Almost everything at La Calle is made in house. For example, the carnitas are made by combining roasted pork shoulder with rib meat. Aquas frescas are made from whole fruit and real sugar instead of fruit purees and cheaper corn syrup. Pillowy, fluffy flour tortillas are housemade, but the corn tortillas are not — Tomka says housemade corn tortillas don’t hold up well for to-go orders.
Those ingredients get utilized in the very straightforward menu. Choose a protein (carnitas, asada, chicken, pastor, barbarcoa, shrimp ceviche, or nopales) and a starch (corn or flour tortillas, torta, tostada, or a plate with rice and beans). Starters include elotes, ceviche, and chips with either guacamole or salsa.
Prices are reasonable: five corn tortillas that can be mix and matched with a different meats (say, two chicken and three barbacoa) cost about $9. Even the tortas can be half one meat and half another. Each style comes with recommended toppings, but diners can customize as they wish.

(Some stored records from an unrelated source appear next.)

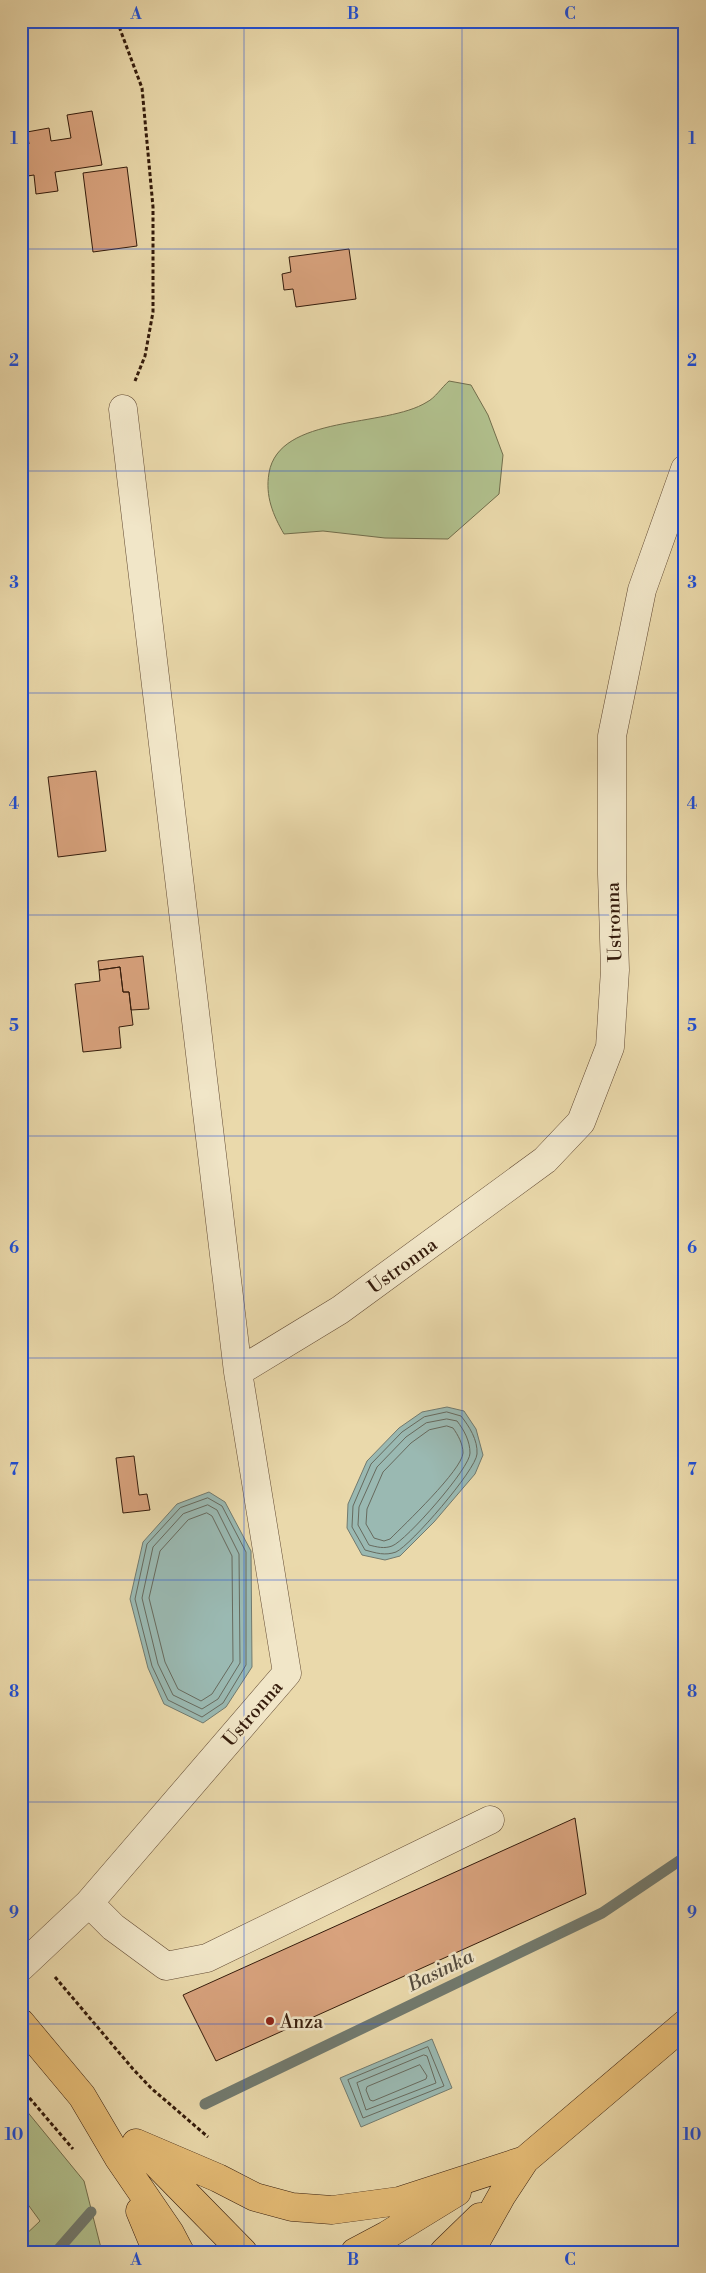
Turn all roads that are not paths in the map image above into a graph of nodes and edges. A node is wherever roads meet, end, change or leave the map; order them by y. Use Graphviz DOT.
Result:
graph roads {
  1 [pos="123,409"];
  2 [pos="685,469"];
  3 [pos="238,1372"];
  4 [pos="490,1820"];
  5 [pos="89,1903"];
  6 [pos="28,1960"];
  7 [pos="21,2024"];
  8 [pos="685,2024"];
  9 [pos="127,2150"];
  10 [pos="525,2160"];
  11 [pos="488,2172"];
  12 [pos="502,2195"];
  13 [pos="158,2252"];
  14 [pos="180,2252"];
  15 [pos="243,2252"];
  16 [pos="354,2252"];
  17 [pos="444,2252"];
  18 [pos="470,2252"];
  1 -- 3 [label="street"];
  2 -- 3 [label="street, Ustronna"];
  3 -- 5 [label="street, Ustronna"];
  4 -- 5 [label="street"];
  5 -- 6 [label="street, Ustronna"];
  7 -- 9 [label="main road"];
  8 -- 10 [label="main road"];
  9 -- 11 [label="main road"];
  9 -- 13 [label="main road"];
  9 -- 14 [label="main road"];
  9 -- 15 [label="main road"];
  10 -- 11 [label="main road"];
  10 -- 12 [label="main road"];
  11 -- 16 [label="main road"];
  12 -- 17 [label="main road"];
  12 -- 18 [label="main road"];
}
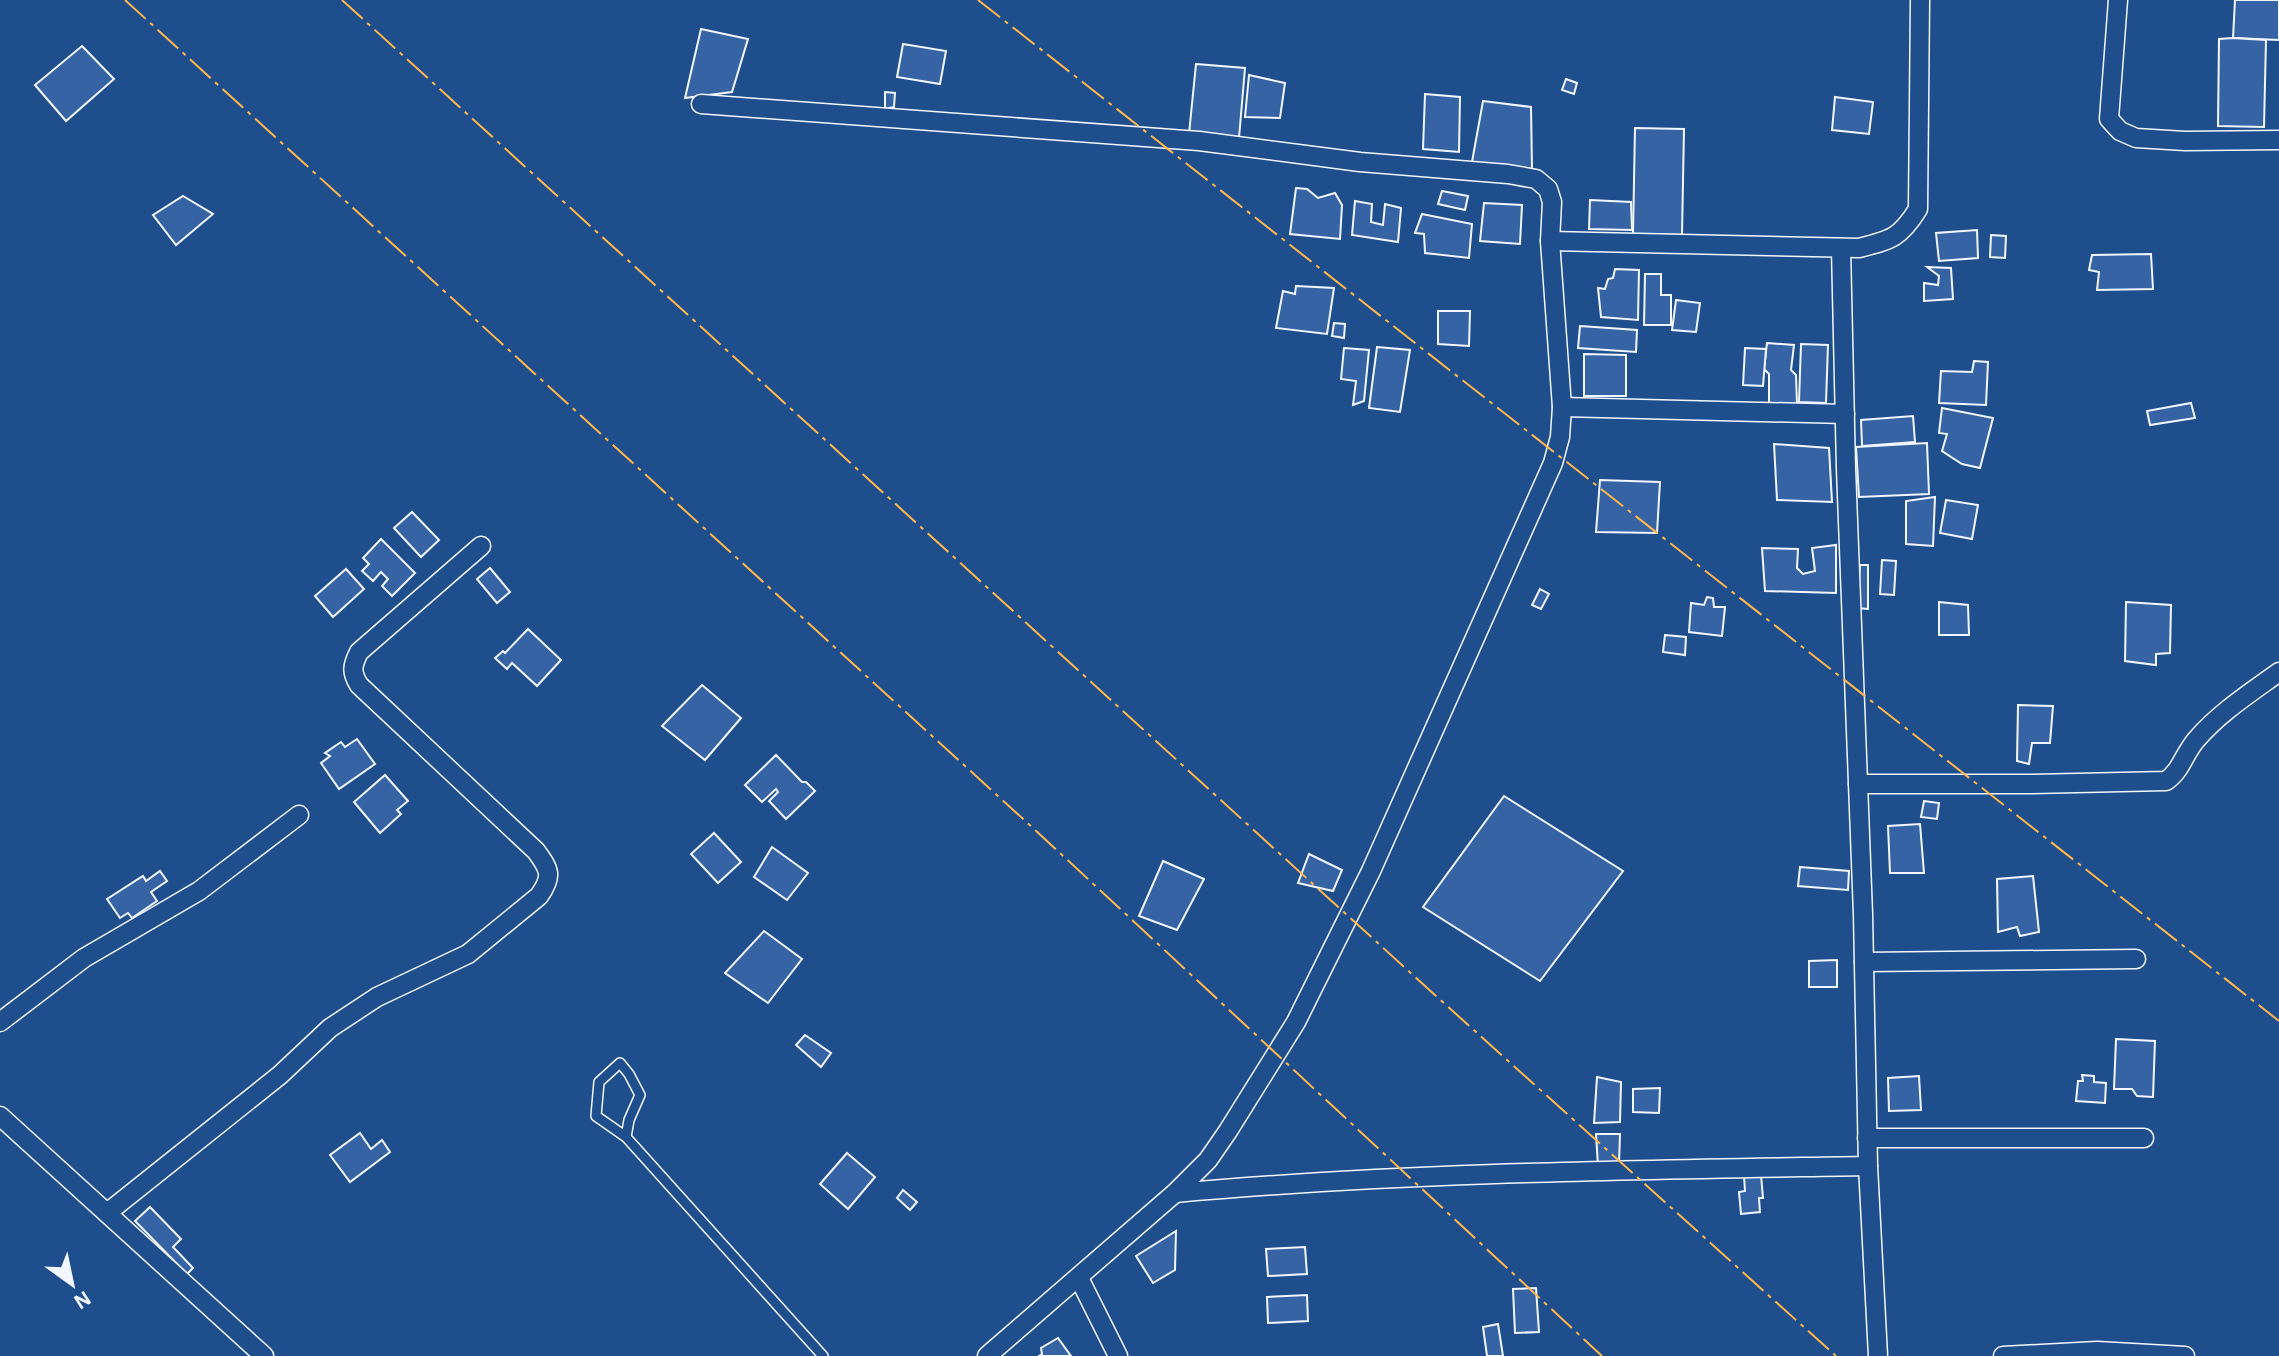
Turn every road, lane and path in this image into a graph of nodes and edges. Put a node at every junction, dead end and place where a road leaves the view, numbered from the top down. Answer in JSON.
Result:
{"nodes":[{"id":1,"x":1920,"y":0,"type":"edge"},
{"id":2,"x":2118,"y":0,"type":"edge"},
{"id":3,"x":701,"y":104,"type":"dead end"},
{"id":4,"x":2279,"y":140,"type":"edge"},
{"id":5,"x":1550,"y":241,"type":"junction"},
{"id":6,"x":1841,"y":248,"type":"junction"},
{"id":7,"x":1562,"y":407,"type":"junction"},
{"id":8,"x":1845,"y":414,"type":"junction"},
{"id":9,"x":481,"y":546,"type":"dead end"},
{"id":10,"x":2279,"y":672,"type":"edge"},
{"id":11,"x":1858,"y":784,"type":"junction"},
{"id":12,"x":299,"y":815,"type":"dead end"},
{"id":13,"x":2136,"y":959,"type":"dead end"},
{"id":14,"x":1864,"y":962,"type":"junction"},
{"id":15,"x":0,"y":1022,"type":"edge"},
{"id":16,"x":0,"y":1116,"type":"edge"},
{"id":17,"x":626,"y":1137,"type":"junction"},
{"id":18,"x":1867,"y":1138,"type":"junction"},
{"id":19,"x":2144,"y":1138,"type":"dead end"},
{"id":20,"x":1868,"y":1166,"type":"junction"},
{"id":21,"x":1175,"y":1193,"type":"junction"},
{"id":22,"x":107,"y":1213,"type":"junction"},
{"id":23,"x":1079,"y":1278,"type":"junction"},
{"id":24,"x":264,"y":1356,"type":"edge"},
{"id":25,"x":823,"y":1356,"type":"edge"},
{"id":26,"x":987,"y":1356,"type":"edge"},
{"id":27,"x":1118,"y":1356,"type":"edge"},
{"id":28,"x":1878,"y":1356,"type":"edge"},
{"id":29,"x":2003,"y":1356,"type":"edge"},
{"id":30,"x":2185,"y":1356,"type":"edge"}],
"edges":[{"from":1,"to":6,"type":"street"},
{"from":2,"to":4,"type":"street"},
{"from":3,"to":5,"type":"street"},
{"from":5,"to":6,"type":"street"},
{"from":5,"to":7,"type":"street"},
{"from":6,"to":8,"type":"street"},
{"from":7,"to":8,"type":"street"},
{"from":7,"to":21,"type":"street"},
{"from":8,"to":11,"type":"street"},
{"from":9,"to":22,"type":"street"},
{"from":10,"to":11,"type":"street"},
{"from":11,"to":14,"type":"street"},
{"from":12,"to":15,"type":"street"},
{"from":13,"to":14,"type":"street"},
{"from":14,"to":18,"type":"street"},
{"from":16,"to":22,"type":"street"},
{"from":17,"to":17,"type":"lane"},
{"from":17,"to":25,"type":"lane"},
{"from":18,"to":19,"type":"street"},
{"from":18,"to":20,"type":"street"},
{"from":20,"to":21,"type":"street"},
{"from":20,"to":28,"type":"street"},
{"from":21,"to":23,"type":"street"},
{"from":22,"to":24,"type":"street"},
{"from":23,"to":26,"type":"street"},
{"from":23,"to":27,"type":"street"},
{"from":29,"to":30,"type":"street"}]}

“We recommend people have the default ingredients. If someone wants something else, they just ask for it,” Tomka says. Each dish also comes with the option of “pilon.”
“Pilon is a word that we use a lot in Mexico. The translation would be ‘baker’s dozen,’” Tomka explains. “It’s a little extra. If you want some guac, some rice, beans, whatever, you just tell them. They add it. There’s no extra charge.”
That’s right. In a world where guacamole is always “a little extra,” La Calle serves it for free. Diners nursing a hangover can also ask for a cup of soup made with the braising liquid from the barbacoa for no charge.
Instead of eating at La Calle to recover, diners can also eat there to try to head off a bad morning. The restaurant stays open until 3 am Thursday, Friday, and Saturday night, which makes it a perfect last stop after imbibing at the bars around Market Square and on Main Street.
Ultimately, Tomka says he'd like to have 10 or so La Calles scattered around the Houston-area, but he's starting small. So far, diners seem to be responding. Tomka says he had one customer come in five days in a row, which just goes to show that even though Houstonians have many high-quality taco options, there's always room for one more — if it's good.